| THE PROBLEM |
Where does the string "Duckbill" occur in the records below? Copy every line that holds it.

* * * * * * * * *

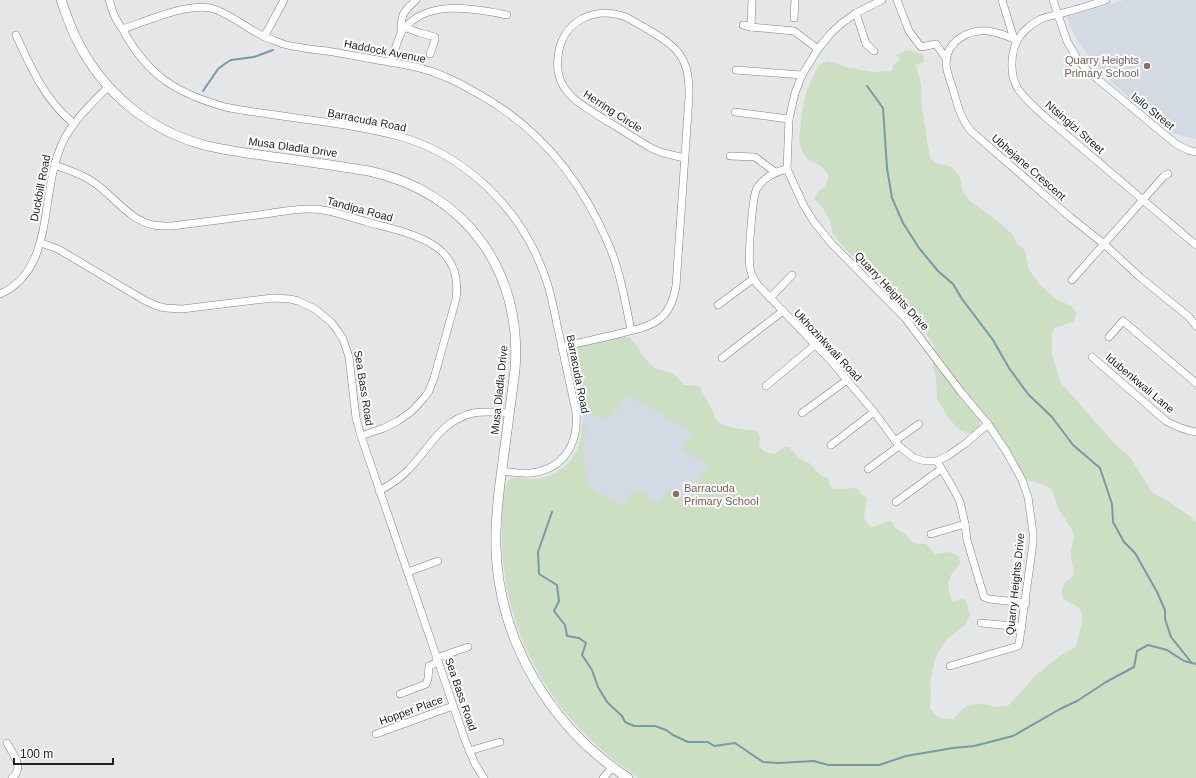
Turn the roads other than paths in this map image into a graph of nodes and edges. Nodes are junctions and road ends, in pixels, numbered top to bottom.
1 (62, 0) edge
2 (109, 0) edge
3 (284, 0) edge
4 (416, 0) edge
5 (752, 0) edge
6 (795, 0) edge
7 (882, 0) edge
8 (897, 0) edge
9 (1002, 0) edge
10 (1053, 0) edge
11 (1106, 0) edge
12 (856, 13) junction
13 (507, 15) dead end
14 (1058, 15) junction
15 (794, 18) dead end
16 (743, 25) dead end
17 (751, 27) junction
18 (123, 29) junction
19 (402, 31) junction
20 (16, 35) dead end
21 (264, 37) junction
22 (1016, 40) junction
23 (818, 49) junction
24 (874, 51) dead end
25 (430, 54) dead end
26 (947, 60) junction
27 (391, 63) junction
28 (736, 70) dead end
29 (802, 75) junction
30 (108, 87) junction
31 (735, 112) dead end
32 (789, 119) junction
33 (73, 123) junction
34 (1196, 152) edge
35 (730, 156) dead end
36 (684, 158) junction
37 (54, 165) junction
38 (787, 169) junction
39 (775, 172) junction
40 (1168, 174) dead end
41 (1143, 200) junction
42 (41, 242) junction
43 (1104, 244) junction
44 (1196, 245) edge
45 (792, 275) dead end
46 (753, 279) junction
47 (1072, 280) dead end
48 (0, 294) edge
49 (770, 298) junction
50 (718, 305) dead end
51 (782, 311) junction
52 (1196, 326) edge
53 (631, 330) junction
54 (1109, 337) dead end
55 (815, 345) junction
56 (562, 346) junction
57 (1092, 357) dead end
58 (722, 358) dead end
59 (847, 380) junction
60 (1196, 384) edge
61 (766, 386) dead end
62 (802, 412) dead end
63 (874, 412) junction
64 (510, 413) junction
65 (920, 424) dead end
66 (988, 424) junction
67 (1196, 432) edge
68 (361, 436) junction
69 (897, 443) junction
70 (831, 445) dead end
71 (937, 461) junction
72 (868, 469) dead end
73 (941, 469) junction
74 (502, 471) junction
75 (379, 491) junction
76 (896, 502) dead end
77 (965, 524) junction
78 (931, 534) dead end
79 (438, 561) dead end
80 (408, 572) junction
81 (1026, 603) junction
82 (981, 623) dead end
83 (1022, 627) junction
84 (468, 647) dead end
85 (437, 660) junction
86 (950, 666) dead end
87 (400, 694) dead end
88 (453, 706) junction
89 (376, 734) dead end
90 (500, 742) dead end
91 (7, 743) dead end
92 (469, 751) junction
93 (612, 768) junction
94 (481, 777) edge
95 (12, 778) edge
96 (603, 778) edge
97 (628, 778) edge

1 - 30 street, Musa Dladla Drive
2 - 18 street, Barracuda Road
3 - 21 street
4 - 19 street
5 - 17 street
6 - 15 street
7 - 12 street, Quarry Heights Drive
8 - 26 street
9 - 22 street
10 - 14 street, Isilo Street
11 - 14 street
12 - 23 street, Quarry Heights Drive
12 - 24 street
13 - 19 street
14 - 22 street
14 - 34 street, Isilo Street
16 - 17 street
17 - 23 street
18 - 21 street, Haddock Avenue
18 - 56 street, Barracuda Road
19 - 25 street
19 - 27 street
20 - 33 street
21 - 27 street, Haddock Avenue
22 - 26 street
22 - 41 street, Ntsingizi Street
23 - 29 street, Quarry Heights Drive
26 - 43 street, Ubhejane Crescent
27 - 53 street, Haddock Avenue
28 - 29 street
29 - 32 street, Quarry Heights Drive
30 - 33 street, Duckbill Road
30 - 64 street, Musa Dladla Drive
31 - 32 street
32 - 38 street, Quarry Heights Drive
33 - 37 street, Duckbill Road
35 - 39 street
36 - 36 street, Herring Circle
36 - 53 street, Herring Circle
37 - 42 street, Duckbill Road
37 - 68 street, Tandipa Road
38 - 39 street
38 - 66 street, Quarry Heights Drive
39 - 46 street
40 - 41 street
41 - 43 street
41 - 44 street, Ntsingizi Street
42 - 48 street, Duckbill Road
42 - 68 street, Sea Bass Road
43 - 47 street
43 - 52 street, Ubhejane Crescent
45 - 49 street
46 - 49 street, Ukhozinkwali Road
46 - 50 street
49 - 51 street, Ukhozinkwali Road
51 - 55 street, Ukhozinkwali Road
51 - 58 street
53 - 56 street, Herring Circle
54 - 60 street, Idubenkwali Lane
55 - 59 street, Ukhozinkwali Road
55 - 61 street
56 - 74 street, Barracuda Road
57 - 67 street, Idubenkwali Lane
59 - 62 street
59 - 63 street, Ukhozinkwali Road
63 - 69 street, Ukhozinkwali Road
63 - 70 street
64 - 74 street, Musa Dladla Drive
64 - 75 street
65 - 69 street
66 - 71 street
66 - 81 street, Quarry Heights Drive
68 - 75 street, Sea Bass Road
69 - 71 street, Ukhozinkwali Road
69 - 72 street
71 - 73 street
73 - 76 street
73 - 77 street
74 - 93 street, Musa Dladla Drive
75 - 80 street, Sea Bass Road
77 - 78 street
77 - 81 street
79 - 80 street
80 - 85 street, Sea Bass Road
81 - 83 street, Quarry Heights Drive
82 - 83 street
83 - 86 street, Quarry Heights Drive
84 - 85 street
85 - 87 street
85 - 88 street, Sea Bass Road
88 - 89 street, Hopper Place
88 - 92 street, Sea Bass Road
90 - 92 street
91 - 95 street
92 - 94 street, Sea Bass Road
93 - 96 street
93 - 97 street, Musa Dladla Drive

* * * * * * * * *

| ANSWER TO THIS TASK |
30 - 33 street, Duckbill Road
33 - 37 street, Duckbill Road
37 - 42 street, Duckbill Road
42 - 48 street, Duckbill Road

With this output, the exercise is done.